De beeldhouwer benoemt de achterkant van onze wereld : ‘Eiland van melk en honing’ ( 1995), ‘Asem-toeters en Boomkreten’ (1996-1997), ‘Wie het huisje past trekke het aan’ (1997) en een ‘Bisschop met kind’ (1999). ‘Schuilhuiden’ en ‘Lijnlopers’, ‘Vergeetbeelden’ en ‘Bergvrouwen’ laten ons in ons hoofd wonen.
Achter het atelier, voorbij de warme woonkamer is de witte geschilderde ruimte. Een kleine tafel en een rode rollende stoel staan op de rand van een sleets tapijt. De witte wand toont een onherbergzame maar troostende wereld: ‘Rookkruinen’, ‘Boomzuilen’, ‘Donker’ en ‘Duister’,… ‘Nanachtland’ en ‘Westerwand’ …
Er ontplooit zich een geschilderde werkelijkheid. In elk beeld ontstaat een ruimte. Een boom brandt aan de kruin. Donker en duister van vorm en inhoud gaan een meesterlijk gevecht aan met het wit van de materie en het verhaal. Hier ligt een boomkrater, daar kijkt een transhumaan.

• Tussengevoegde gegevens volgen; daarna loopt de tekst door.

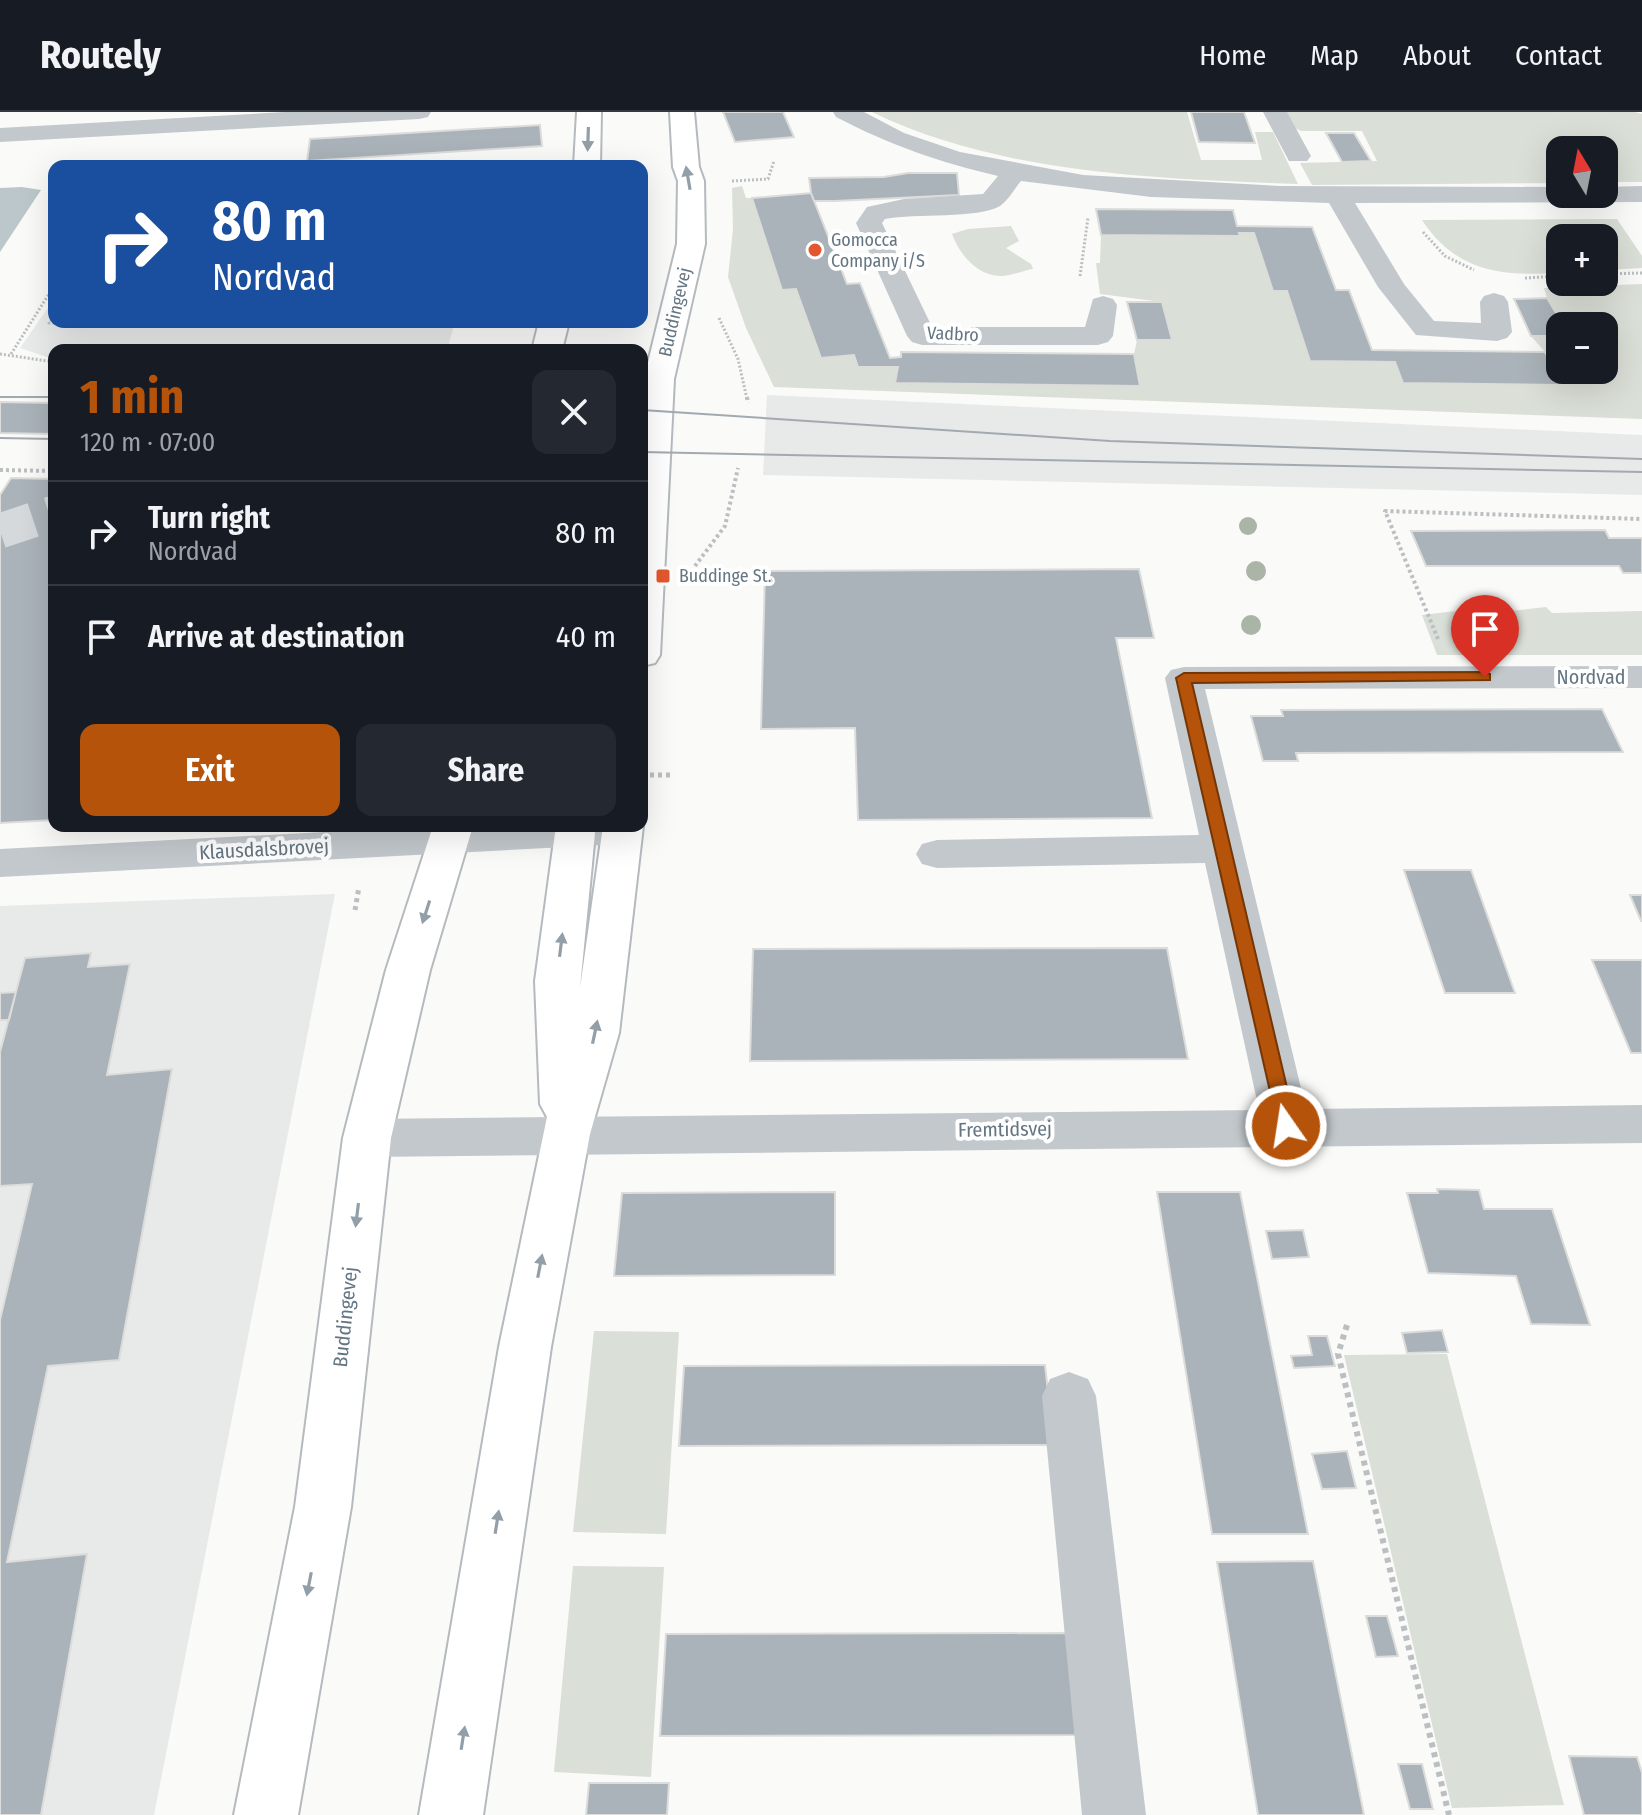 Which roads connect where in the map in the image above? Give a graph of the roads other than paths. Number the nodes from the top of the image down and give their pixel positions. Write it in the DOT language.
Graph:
graph roads {
  1 [pos="419,112"];
  2 [pos="589,112"];
  3 [pos="682,112"];
  4 [pos="845,112"];
  5 [pos="1275,112"];
  6 [pos="0,135"];
  7 [pos="1298,156"];
  8 [pos="587,160"];
  9 [pos="1015,171"];
  10 [pos="1338,195"];
  11 [pos="1631,201"];
  12 [pos="1494,302"];
  13 [pos="1103,305"];
  14 [pos="648,573"];
  15 [pos="1642,677"];
  16 [pos="452,832"];
  17 [pos="585,832"];
  18 [pos="622,832"];
  19 [pos="575,833"];
  20 [pos="1223,849"];
  21 [pos="937,854"];
  22 [pos="0,863"];
  23 [pos="1642,1124"];
  24 [pos="1286,1126"];
  25 [pos="566,1134"];
  26 [pos="367,1138"];
  27 [pos="1069,1396"];
  28 [pos="266,1815"];
  29 [pos="451,1815"];
  30 [pos="1114,1815"];
  1 -- 6 [label="street"];
  2 -- 8 [label="main road, one-way"];
  14 -- 3 [label="main road, Buddingevej, one-way"];
  4 -- 9 [label="street"];
  5 -- 7 [label="street"];
  9 -- 10 [label="street"];
  9 -- 13 [label="street, Vadbro"];
  10 -- 11 [label="street"];
  10 -- 12 [label="street"];
  15 -- 20 [label="street, Nordvad"];
  16 -- 19 [label="street, Klausdalsbrovej"];
  16 -- 22 [label="street, Klausdalsbrovej"];
  16 -- 26 [label="main road, Buddingevej, one-way"];
  17 -- 19 [label="street, Klausdalsbrovej"];
  25 -- 18 [label="main road, one-way"];
  25 -- 19 [label="main road, one-way"];
  20 -- 21 [label="street"];
  20 -- 24 [label="street, Nordvad"];
  23 -- 24 [label="street, Fremtidsvej"];
  24 -- 25 [label="street, Fremtidsvej"];
  25 -- 26 [label="street, Fremtidsvej"];
  29 -- 25 [label="main road, one-way"];
  26 -- 28 [label="main road, Buddingevej, one-way"];
  27 -- 30 [label="street"];
}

Ik spiegel mij in en aan het werk aan de muur en zie een verbrand, stil universum. Ik denk aan een tentoonstelling over Spiegelbeelden en vraag me af hoe het echt met de wereld gesteld is. Als Leonardo Da Vinci rond 1490 het werk van Vitruvius illustreert, tekent hij manifest een zelfbewuste man. De ‘Uomo Universale’ staat in het centrum van de wereld. Zijn uitgestrekte armen en benen vullen het vierkant en de cirkel. Na eeuwen van niet af-beelden staat het beeld van de mens bij zijn wedergeboorte in de 15de eeuw in het middelpunt. De beeldende kunst toont de kanteling van de plaats van de mens in de wereld. In de 19de eeuw wandelt die mens naar de rand van die wereld in het werk van Caspar David Friedrich. In 1958 maakt Jacques Richez een affiche voor de wereldtentoonstelling in Brussel. We zien opnieuw een wereldbol. Daarbinnen knielt een mens met uitgestoken arm. De bol in de bol balanceert op de palm van zijn hand. De zinsnede ‘balance del mundo por un mundo humano’ illustreert de hervonden welvaart en vrede van ‘58. In het werk van dominiq V.D.wall. wandelt een transhumaan figuur rond.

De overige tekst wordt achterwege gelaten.